Обсуждение происходило в том же зале с красивой деревянной резьбой, где я когда-то была на пленуме. Обсуждение заключалось главным образом в том, что выходили участники дискуссии и на словах повторяли то, что они писали в обвинение роману. Лишь два-три человека решились произнести несколько слов в защиту 'Кружилихи'. Я видела, как бледный В. А. Каверин под аккомпанемент этих грозных речей вышел из зала. Видела сидевшего у стены Вишневского и ждала, не выступит ли он в защиту романа. Но он не выступил. Когда заседание кончилось, я подошла к нему и глупо сказала:
- Что же вы, Всеволод Витальевич, меня не поддержали?
Он ответил очень резонно:
- Я напечатал ваш роман, что больше я мог для него сделать?
Поддержали другие. Борис Горбатов подошел ко мне и сказал:
- Все равно вы написали роман, который будет жить.
А милая моя Туся Разумовская шепнула мне:
- Вера, я тебе предсказываю премию за 'Кружилиху', запомни мое предсказание.
Я ей не поверила, но она оказалась права: Совет Министров присудил мне премию.
После московского обсуждения совершенным сюрпризом было обсуждение в Ленинграде.
Я не хотела его, мне надоело слушать обвинения, порою смехотворные, порою несправедливые, к тому же в Ленинграде все писатели были уже как бы своими, а перед своими быть заушаемой особенно горько; но избежать обсуждения в своем коллективе было нельзя, в назначенный вечер я была в Доме писателя на улице Воинова. В зале и гостиных было много народу, своего и постороннего.

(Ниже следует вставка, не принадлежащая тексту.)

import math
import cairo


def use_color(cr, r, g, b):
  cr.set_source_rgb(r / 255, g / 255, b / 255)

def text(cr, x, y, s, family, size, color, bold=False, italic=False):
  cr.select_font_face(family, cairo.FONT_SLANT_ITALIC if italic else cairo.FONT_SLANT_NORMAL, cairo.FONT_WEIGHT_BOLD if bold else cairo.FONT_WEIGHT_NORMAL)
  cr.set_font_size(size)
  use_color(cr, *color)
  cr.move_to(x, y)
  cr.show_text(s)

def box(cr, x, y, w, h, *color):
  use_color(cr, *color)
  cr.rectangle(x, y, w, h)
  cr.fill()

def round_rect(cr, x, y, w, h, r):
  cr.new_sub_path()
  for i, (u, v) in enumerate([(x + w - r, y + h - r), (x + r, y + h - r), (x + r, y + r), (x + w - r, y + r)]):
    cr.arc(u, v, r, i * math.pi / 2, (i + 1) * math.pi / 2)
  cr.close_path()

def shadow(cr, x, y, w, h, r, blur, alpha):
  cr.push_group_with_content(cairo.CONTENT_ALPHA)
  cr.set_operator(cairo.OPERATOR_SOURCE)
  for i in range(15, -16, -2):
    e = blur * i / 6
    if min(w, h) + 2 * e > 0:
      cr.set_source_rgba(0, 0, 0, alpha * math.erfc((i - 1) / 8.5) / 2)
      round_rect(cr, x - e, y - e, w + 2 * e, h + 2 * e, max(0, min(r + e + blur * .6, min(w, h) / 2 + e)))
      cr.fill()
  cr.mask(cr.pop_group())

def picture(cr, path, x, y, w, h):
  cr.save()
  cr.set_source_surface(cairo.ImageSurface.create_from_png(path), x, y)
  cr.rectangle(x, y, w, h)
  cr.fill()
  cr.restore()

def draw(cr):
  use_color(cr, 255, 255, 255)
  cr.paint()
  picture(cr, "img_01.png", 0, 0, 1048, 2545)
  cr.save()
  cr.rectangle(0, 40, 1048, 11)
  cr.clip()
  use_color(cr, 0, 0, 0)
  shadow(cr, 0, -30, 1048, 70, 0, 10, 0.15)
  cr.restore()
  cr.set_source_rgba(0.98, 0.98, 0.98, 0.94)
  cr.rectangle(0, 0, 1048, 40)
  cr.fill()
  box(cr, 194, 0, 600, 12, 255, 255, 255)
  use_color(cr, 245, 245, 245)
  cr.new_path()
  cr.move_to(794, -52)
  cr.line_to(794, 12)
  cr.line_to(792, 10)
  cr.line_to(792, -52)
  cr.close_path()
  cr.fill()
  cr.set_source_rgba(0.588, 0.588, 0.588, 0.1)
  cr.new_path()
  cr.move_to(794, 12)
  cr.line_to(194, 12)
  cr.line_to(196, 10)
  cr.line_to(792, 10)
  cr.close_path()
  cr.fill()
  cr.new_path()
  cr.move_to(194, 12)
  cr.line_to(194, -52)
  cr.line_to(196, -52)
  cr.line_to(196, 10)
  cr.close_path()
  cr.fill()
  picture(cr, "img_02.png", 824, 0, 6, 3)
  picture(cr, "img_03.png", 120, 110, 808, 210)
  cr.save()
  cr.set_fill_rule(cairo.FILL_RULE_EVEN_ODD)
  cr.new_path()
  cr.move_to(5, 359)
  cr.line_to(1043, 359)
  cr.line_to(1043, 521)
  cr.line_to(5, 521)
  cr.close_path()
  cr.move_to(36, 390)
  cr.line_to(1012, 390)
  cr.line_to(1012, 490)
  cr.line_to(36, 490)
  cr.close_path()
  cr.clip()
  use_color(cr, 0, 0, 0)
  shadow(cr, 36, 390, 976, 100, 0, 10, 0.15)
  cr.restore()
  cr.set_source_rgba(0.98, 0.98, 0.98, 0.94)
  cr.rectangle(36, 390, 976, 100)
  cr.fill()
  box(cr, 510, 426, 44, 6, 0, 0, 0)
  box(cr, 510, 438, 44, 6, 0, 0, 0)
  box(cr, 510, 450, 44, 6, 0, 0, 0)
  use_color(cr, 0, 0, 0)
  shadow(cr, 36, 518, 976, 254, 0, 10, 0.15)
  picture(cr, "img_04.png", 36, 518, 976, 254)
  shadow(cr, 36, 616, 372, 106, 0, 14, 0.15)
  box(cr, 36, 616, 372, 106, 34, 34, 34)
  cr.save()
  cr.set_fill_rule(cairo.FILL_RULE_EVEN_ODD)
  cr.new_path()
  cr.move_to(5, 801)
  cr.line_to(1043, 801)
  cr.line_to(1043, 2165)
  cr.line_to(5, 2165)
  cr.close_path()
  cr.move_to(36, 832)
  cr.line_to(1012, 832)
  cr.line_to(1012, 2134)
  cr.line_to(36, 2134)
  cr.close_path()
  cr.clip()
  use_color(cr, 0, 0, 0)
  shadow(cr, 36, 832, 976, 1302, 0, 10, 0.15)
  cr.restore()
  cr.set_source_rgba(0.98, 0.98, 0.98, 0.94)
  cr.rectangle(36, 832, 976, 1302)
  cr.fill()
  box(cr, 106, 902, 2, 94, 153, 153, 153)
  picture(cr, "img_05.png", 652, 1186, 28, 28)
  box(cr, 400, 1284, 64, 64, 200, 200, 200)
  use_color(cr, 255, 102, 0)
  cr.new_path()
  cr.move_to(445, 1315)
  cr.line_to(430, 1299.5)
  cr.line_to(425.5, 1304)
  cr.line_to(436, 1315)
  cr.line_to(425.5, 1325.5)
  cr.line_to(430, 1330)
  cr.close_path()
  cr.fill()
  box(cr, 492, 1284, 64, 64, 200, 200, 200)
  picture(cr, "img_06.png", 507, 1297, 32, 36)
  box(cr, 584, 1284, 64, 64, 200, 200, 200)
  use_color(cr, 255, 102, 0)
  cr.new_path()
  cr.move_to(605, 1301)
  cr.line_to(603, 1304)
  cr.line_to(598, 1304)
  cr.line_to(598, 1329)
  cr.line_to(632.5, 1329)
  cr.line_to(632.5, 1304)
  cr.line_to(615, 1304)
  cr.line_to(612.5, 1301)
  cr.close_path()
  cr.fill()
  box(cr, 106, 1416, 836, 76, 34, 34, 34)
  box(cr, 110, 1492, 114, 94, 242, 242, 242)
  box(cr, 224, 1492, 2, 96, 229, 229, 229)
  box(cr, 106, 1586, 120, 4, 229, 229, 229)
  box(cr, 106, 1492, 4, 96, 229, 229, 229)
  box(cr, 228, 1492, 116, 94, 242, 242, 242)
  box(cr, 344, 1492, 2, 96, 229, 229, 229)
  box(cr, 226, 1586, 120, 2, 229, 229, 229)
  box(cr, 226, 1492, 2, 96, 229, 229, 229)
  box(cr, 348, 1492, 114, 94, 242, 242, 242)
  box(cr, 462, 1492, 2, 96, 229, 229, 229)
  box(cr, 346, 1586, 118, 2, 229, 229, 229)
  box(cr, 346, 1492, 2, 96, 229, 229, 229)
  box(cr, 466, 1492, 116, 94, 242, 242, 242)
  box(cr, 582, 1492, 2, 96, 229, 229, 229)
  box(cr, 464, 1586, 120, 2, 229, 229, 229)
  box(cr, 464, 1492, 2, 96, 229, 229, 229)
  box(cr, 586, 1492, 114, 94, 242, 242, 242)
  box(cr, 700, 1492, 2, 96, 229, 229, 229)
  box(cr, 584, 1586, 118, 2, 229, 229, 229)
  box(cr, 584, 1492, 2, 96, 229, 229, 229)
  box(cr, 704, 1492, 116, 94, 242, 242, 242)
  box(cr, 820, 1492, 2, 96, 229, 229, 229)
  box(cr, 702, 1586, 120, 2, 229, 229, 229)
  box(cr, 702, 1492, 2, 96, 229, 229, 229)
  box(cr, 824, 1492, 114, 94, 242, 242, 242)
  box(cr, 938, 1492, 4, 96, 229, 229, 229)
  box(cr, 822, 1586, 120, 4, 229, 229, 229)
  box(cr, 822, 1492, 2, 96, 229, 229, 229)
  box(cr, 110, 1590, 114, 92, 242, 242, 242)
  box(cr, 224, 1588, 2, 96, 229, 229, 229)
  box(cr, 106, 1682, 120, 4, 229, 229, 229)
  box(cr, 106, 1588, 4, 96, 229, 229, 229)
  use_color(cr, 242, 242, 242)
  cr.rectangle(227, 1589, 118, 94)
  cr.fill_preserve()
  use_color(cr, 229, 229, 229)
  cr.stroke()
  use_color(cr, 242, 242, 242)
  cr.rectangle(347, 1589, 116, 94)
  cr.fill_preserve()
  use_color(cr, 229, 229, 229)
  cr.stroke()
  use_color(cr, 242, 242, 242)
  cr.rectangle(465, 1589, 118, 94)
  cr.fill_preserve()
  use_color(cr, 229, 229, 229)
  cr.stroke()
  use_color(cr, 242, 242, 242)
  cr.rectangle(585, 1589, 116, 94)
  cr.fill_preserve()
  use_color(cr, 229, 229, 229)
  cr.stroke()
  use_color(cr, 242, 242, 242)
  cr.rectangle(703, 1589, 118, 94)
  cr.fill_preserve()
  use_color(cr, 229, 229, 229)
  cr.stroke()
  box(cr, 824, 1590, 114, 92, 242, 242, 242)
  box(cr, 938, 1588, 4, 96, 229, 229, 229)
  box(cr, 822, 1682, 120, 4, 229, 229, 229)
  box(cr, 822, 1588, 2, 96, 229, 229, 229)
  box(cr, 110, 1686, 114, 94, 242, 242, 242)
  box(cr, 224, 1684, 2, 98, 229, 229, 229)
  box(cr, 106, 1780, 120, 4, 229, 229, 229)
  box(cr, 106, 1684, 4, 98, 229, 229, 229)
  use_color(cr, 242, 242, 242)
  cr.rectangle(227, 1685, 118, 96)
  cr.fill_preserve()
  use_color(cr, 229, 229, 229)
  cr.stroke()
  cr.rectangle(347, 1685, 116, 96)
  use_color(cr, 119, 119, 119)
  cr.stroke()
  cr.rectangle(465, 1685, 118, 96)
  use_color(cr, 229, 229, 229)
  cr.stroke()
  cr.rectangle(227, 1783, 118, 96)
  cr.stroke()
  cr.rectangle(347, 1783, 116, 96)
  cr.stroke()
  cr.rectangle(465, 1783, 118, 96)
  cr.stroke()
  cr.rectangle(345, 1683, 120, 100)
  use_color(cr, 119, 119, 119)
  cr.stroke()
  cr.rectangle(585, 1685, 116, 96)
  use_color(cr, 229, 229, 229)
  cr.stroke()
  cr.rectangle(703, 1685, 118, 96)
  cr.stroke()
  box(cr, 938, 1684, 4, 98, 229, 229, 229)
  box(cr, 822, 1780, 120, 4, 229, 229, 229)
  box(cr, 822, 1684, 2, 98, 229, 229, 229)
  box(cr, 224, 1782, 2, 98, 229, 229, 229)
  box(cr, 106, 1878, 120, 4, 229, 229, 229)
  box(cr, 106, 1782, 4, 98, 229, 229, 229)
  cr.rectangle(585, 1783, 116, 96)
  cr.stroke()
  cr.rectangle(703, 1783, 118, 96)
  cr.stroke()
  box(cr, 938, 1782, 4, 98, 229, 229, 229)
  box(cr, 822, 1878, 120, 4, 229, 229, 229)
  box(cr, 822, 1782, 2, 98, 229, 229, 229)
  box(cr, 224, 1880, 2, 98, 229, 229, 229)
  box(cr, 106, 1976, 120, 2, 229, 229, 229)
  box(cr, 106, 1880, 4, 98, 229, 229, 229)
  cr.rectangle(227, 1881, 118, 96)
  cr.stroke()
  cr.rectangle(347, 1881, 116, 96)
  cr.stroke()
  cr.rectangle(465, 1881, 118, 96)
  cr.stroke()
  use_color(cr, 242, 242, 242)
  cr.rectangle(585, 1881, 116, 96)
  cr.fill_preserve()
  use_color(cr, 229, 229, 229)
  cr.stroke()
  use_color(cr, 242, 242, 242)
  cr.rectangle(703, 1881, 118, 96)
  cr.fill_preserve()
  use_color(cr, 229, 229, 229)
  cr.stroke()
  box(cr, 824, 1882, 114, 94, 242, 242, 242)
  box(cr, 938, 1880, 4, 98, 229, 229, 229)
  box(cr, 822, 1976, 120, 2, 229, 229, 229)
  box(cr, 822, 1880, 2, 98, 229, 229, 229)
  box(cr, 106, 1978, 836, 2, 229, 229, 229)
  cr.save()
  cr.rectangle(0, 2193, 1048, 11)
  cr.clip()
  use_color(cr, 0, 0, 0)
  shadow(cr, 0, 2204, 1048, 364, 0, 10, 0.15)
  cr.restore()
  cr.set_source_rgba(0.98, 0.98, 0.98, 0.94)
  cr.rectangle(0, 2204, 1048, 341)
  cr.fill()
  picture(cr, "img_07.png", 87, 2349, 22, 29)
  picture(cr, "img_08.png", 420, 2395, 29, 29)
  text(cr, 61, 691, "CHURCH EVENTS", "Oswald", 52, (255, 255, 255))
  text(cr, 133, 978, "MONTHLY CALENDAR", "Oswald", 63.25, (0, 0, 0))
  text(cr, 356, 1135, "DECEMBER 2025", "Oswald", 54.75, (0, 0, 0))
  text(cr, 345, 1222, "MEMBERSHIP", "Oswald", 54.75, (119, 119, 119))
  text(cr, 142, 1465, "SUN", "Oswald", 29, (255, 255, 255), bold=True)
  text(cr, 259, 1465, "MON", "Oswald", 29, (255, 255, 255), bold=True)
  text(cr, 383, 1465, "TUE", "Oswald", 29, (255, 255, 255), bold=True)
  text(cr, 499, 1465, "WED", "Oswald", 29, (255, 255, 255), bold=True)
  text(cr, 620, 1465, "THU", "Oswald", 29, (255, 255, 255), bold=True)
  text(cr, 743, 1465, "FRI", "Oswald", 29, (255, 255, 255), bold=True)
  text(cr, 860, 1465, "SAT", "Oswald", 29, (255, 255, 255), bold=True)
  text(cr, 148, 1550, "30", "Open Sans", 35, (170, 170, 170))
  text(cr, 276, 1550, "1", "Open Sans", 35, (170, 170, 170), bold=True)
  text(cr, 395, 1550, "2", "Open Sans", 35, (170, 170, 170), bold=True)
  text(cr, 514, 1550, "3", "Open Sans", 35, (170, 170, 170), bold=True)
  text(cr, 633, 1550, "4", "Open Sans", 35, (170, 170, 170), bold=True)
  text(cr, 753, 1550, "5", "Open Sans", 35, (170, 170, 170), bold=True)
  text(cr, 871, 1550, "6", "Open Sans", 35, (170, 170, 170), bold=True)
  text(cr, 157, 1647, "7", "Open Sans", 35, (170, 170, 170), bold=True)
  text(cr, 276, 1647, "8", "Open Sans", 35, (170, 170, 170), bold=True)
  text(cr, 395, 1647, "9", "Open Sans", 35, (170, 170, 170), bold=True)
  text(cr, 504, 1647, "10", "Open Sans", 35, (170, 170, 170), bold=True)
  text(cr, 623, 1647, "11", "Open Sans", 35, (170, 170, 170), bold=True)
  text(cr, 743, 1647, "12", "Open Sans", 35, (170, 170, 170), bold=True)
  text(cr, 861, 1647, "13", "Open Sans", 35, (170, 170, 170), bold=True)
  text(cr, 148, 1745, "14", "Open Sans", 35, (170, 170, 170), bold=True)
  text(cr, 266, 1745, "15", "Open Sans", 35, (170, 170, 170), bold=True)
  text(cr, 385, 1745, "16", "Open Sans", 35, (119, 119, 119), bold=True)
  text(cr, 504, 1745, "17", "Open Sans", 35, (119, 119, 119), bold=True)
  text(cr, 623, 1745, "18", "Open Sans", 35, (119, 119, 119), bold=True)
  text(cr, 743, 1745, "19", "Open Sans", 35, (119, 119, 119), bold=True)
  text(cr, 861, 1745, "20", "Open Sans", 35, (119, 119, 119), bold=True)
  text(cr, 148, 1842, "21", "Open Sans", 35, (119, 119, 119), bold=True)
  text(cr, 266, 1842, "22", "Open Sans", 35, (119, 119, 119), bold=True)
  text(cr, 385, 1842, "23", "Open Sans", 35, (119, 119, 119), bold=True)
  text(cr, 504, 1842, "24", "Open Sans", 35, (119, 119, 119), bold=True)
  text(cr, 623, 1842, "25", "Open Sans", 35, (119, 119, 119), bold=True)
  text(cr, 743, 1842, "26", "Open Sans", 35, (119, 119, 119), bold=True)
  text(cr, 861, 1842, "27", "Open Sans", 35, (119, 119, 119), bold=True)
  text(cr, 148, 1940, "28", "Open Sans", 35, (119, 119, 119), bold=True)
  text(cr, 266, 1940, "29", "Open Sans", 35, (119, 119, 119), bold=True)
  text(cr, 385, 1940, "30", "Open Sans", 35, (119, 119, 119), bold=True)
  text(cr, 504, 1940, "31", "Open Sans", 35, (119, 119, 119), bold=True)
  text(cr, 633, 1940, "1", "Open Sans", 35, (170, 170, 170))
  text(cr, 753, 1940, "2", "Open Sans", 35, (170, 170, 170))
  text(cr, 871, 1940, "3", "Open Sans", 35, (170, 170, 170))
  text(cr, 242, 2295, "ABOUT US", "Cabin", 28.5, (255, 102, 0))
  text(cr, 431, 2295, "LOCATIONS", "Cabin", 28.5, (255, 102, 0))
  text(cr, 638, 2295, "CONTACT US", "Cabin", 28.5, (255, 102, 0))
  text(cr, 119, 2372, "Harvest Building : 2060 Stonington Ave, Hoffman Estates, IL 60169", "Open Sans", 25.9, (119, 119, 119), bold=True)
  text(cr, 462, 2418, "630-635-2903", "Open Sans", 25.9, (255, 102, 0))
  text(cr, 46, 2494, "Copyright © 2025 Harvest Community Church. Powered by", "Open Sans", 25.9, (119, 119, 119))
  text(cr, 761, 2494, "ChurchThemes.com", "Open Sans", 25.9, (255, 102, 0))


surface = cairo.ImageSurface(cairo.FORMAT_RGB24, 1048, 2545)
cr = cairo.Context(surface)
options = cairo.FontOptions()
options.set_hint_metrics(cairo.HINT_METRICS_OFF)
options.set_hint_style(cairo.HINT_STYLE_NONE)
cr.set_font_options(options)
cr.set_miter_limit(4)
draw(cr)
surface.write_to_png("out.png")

Я сидела у круглого стола, а против меня сидел докладчик - критик Павел Петрович Громов, перед ним лежали листки с тезисами, я смотрела на него и думала: 'Что-то ты обо мне сейчас скажешь, Павел Петрович?'
Я тогда была еще заражена предрассудком, утверждавшим, будто Москва всем городам задает тон и если она чему-нибудь сказала 'нет', то по всей стране скажут то же. Другой предрассудок говорил, что один в поле не воин; и то и другое, как я потом познала на опыте, - совершенная неправда: и мнения у людей свои собственные, и высказывают их люди откровенно, и один в поле очень даже воин, если выходит убежденно и бесстрашно.
Тогда же, ослепленная предрассудками, я даже не очень слушала П. П. Громова, когда он заговорил: так я была уверена, что он дудит в ту же дуду, что московские критики, нападавшие на 'Кружилиху'. И вдруг, вслушавшись, выяснила, что он говорил вовсе даже и не о 'Кружилихе', а о 'Василии Теркине' Твардовского.
'Что это значит? - подумала я. - Неужели разговор о 'Кружилихе' отменен, а меня об этом даже не известили?'
А Громов внезапно для меня стал сопоставлять Теркина с моим романом и наговорил в адрес романа множество хороших слов, таких хороших, что мне стало ясно - в Ленинграде обсуждение пойдет доброжелательно.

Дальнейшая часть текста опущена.